If we are smart, we can position ourselves so that we can intercept the herd, and take chunks out of it.

We can then return to our elevated position awaiting the next intercept.

Following the herd, the majority, DOES make you money.

However, it requires us to be slightly separate from it.

Over the past few weeks, the majority has pulled the Dow down from 10,500 to below 10,000.
I stared following the herd DOWN from around 10,370.
I have bitten chunks out of it so far.

I am with the majority.

However, I have an eye to point at which I consider the majority have changed direction, and I know when I will get out.
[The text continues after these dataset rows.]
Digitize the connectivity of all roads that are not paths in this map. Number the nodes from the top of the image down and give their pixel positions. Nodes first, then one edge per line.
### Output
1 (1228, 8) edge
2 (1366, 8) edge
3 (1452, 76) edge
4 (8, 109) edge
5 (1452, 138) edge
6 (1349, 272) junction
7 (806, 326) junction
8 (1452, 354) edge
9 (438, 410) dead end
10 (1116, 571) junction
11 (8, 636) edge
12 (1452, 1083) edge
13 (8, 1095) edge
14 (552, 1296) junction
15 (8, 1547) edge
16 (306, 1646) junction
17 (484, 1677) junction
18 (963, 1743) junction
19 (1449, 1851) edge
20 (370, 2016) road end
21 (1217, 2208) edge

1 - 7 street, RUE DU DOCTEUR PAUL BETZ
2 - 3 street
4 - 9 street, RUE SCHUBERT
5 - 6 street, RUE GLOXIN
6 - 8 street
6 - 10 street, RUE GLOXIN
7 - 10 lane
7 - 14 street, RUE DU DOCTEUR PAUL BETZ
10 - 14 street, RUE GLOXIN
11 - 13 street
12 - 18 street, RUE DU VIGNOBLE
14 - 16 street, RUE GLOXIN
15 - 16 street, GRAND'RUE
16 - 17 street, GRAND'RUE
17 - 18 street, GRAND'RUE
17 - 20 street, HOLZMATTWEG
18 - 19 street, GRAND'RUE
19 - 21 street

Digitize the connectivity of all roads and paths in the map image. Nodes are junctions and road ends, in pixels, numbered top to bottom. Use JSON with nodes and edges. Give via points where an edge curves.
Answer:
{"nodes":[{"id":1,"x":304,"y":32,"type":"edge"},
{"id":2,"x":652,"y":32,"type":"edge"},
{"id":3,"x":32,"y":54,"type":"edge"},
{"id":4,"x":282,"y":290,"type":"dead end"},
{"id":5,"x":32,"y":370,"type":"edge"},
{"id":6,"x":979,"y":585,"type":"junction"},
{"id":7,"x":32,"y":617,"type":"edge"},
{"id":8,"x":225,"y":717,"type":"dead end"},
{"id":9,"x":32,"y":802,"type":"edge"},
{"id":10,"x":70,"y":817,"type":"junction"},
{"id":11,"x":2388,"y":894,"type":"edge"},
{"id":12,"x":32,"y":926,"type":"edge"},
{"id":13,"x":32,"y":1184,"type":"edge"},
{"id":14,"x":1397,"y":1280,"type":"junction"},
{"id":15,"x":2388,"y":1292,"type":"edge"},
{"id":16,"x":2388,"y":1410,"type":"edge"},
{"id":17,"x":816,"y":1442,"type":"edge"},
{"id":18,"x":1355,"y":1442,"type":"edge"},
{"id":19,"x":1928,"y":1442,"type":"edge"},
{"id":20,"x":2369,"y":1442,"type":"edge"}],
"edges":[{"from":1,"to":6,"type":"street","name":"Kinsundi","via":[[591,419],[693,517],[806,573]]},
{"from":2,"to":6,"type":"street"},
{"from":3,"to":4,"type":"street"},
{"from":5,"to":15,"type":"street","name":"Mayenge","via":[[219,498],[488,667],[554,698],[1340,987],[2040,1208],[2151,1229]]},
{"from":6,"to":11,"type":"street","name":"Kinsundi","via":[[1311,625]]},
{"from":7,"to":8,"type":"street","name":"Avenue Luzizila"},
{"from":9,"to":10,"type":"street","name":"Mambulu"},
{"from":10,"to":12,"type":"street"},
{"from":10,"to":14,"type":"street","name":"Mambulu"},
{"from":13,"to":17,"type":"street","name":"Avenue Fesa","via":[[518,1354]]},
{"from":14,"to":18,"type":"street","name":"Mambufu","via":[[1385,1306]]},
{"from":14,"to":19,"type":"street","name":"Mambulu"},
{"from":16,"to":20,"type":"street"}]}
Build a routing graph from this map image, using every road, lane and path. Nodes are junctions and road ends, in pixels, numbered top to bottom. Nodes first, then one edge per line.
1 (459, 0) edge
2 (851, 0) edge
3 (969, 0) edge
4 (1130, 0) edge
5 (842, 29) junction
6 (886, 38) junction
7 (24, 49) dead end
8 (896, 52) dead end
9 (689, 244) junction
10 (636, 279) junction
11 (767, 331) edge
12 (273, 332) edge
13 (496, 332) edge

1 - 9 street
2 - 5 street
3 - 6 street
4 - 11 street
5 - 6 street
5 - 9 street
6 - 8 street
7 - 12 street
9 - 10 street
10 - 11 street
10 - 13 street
Following the majority works !!
 
trendie,

This is not what I meant and I am interested to know what you do when there is no trend or the market whipsaws ? I dont trade Indices so your view may be specific to that but if you follow the herd in stock trading you will lose there is no doubt about it.

A better analogy for what I am talking about is more like the Pied Piper walking along with the herd then joining in and followng him but some distance behind. Except that what he then does is to appear to go over a cliff and the rest follow running and jumping after him only to find that they fall into the pit with the Pied Piper sat just below the top. Everyone assumed that he had jumped over to something better when in fact he just took one step below the top which was out of view of the others who when they realised this were powerless to stop themselves going over by the sheer momentum of their crowd action.

So in stock trading follow the majority and you will end up slaughtered and it has to be this way or we are going to get back to the discussion on can everyone who trades be profitable which the answer is clearly no. Also the majority (up to 95% lose) so how can following them work ?


Paul
 
Hi Trader,

I suppose our differences my be due to the instruments we trade.
I dont trade stocks cos they can swayed by company-specific news.
And I feel you have to keep up with the company-news to maintain your edge.

Indices, I feel, can be traded with more general economic knowledge, and therefore, for me, are easier.

Also, I feel more comfortable with indices. I suspect, you have an interest in, and have comfort in trading stocks.

As to 95% being losers - the more I think about it - the less it makes sense.
Statistics show that 2/3 to 3/4 of fund-managers underperform wahtever is the appropriate index.

There is a difference between losing and making less than the average.
I am not the greatest trader in the world - certainly not in the top 5% - but I am not a loser.

As to following the majority - I can only guess its knowing when to jump in and when to jump off !!

Non-trending markets: I use Adaptive averages. When the adaptive average flat-lines, there is no trend.
Thus, trend-following gives way to oscillator / scalping methods.

I only trend-follow, when there is a trend to follow.